- _Stored data_
•••

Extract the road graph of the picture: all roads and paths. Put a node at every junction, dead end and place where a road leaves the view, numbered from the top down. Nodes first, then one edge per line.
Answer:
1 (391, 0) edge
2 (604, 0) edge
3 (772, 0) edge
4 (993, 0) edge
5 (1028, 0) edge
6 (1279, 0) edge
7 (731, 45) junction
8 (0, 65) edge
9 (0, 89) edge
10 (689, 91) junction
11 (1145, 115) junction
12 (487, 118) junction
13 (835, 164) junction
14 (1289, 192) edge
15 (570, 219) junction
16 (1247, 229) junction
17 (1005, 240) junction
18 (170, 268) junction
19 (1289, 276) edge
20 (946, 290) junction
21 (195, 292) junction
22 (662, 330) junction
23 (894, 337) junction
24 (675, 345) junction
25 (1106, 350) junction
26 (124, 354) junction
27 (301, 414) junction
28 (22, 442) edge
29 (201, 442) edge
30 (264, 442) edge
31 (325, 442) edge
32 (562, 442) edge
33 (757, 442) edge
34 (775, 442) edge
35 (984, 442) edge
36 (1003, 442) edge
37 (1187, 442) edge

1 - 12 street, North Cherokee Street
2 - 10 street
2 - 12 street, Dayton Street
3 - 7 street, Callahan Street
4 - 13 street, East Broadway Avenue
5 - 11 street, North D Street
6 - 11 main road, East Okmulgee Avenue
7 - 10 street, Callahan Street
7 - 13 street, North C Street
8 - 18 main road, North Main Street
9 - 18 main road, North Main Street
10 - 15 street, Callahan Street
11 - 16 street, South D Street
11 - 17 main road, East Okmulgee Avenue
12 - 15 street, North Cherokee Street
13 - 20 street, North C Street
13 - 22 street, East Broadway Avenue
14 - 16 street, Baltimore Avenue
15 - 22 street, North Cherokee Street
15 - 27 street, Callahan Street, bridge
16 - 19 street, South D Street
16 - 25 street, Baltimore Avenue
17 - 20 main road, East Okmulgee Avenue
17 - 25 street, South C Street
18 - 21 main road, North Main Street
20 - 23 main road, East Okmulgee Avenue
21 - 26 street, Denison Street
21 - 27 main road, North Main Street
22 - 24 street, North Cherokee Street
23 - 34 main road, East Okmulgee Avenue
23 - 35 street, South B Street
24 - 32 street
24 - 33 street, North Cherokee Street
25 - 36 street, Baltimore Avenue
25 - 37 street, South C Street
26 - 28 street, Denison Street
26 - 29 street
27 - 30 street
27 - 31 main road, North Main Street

•••

- _Problem statement_
Retype the records above in full, matching each line exactly.

- _Task result_
Extract the road graph of the picture: all roads and paths. Put a node at every junction, dead end and place where a road leaves the view, numbered from the top down. Nodes first, then one edge per line.
Answer:
1 (391, 0) edge
2 (604, 0) edge
3 (772, 0) edge
4 (993, 0) edge
5 (1028, 0) edge
6 (1279, 0) edge
7 (731, 45) junction
8 (0, 65) edge
9 (0, 89) edge
10 (689, 91) junction
11 (1145, 115) junction
12 (487, 118) junction
13 (835, 164) junction
14 (1289, 192) edge
15 (570, 219) junction
16 (1247, 229) junction
17 (1005, 240) junction
18 (170, 268) junction
19 (1289, 276) edge
20 (946, 290) junction
21 (195, 292) junction
22 (662, 330) junction
23 (894, 337) junction
24 (675, 345) junction
25 (1106, 350) junction
26 (124, 354) junction
27 (301, 414) junction
28 (22, 442) edge
29 (201, 442) edge
30 (264, 442) edge
31 (325, 442) edge
32 (562, 442) edge
33 (757, 442) edge
34 (775, 442) edge
35 (984, 442) edge
36 (1003, 442) edge
37 (1187, 442) edge

1 - 12 street, North Cherokee Street
2 - 10 street
2 - 12 street, Dayton Street
3 - 7 street, Callahan Street
4 - 13 street, East Broadway Avenue
5 - 11 street, North D Street
6 - 11 main road, East Okmulgee Avenue
7 - 10 street, Callahan Street
7 - 13 street, North C Street
8 - 18 main road, North Main Street
9 - 18 main road, North Main Street
10 - 15 street, Callahan Street
11 - 16 street, South D Street
11 - 17 main road, East Okmulgee Avenue
12 - 15 street, North Cherokee Street
13 - 20 street, North C Street
13 - 22 street, East Broadway Avenue
14 - 16 street, Baltimore Avenue
15 - 22 street, North Cherokee Street
15 - 27 street, Callahan Street, bridge
16 - 19 street, South D Street
16 - 25 street, Baltimore Avenue
17 - 20 main road, East Okmulgee Avenue
17 - 25 street, South C Street
18 - 21 main road, North Main Street
20 - 23 main road, East Okmulgee Avenue
21 - 26 street, Denison Street
21 - 27 main road, North Main Street
22 - 24 street, North Cherokee Street
23 - 34 main road, East Okmulgee Avenue
23 - 35 street, South B Street
24 - 32 street
24 - 33 street, North Cherokee Street
25 - 36 street, Baltimore Avenue
25 - 37 street, South C Street
26 - 28 street, Denison Street
26 - 29 street
27 - 30 street
27 - 31 main road, North Main Street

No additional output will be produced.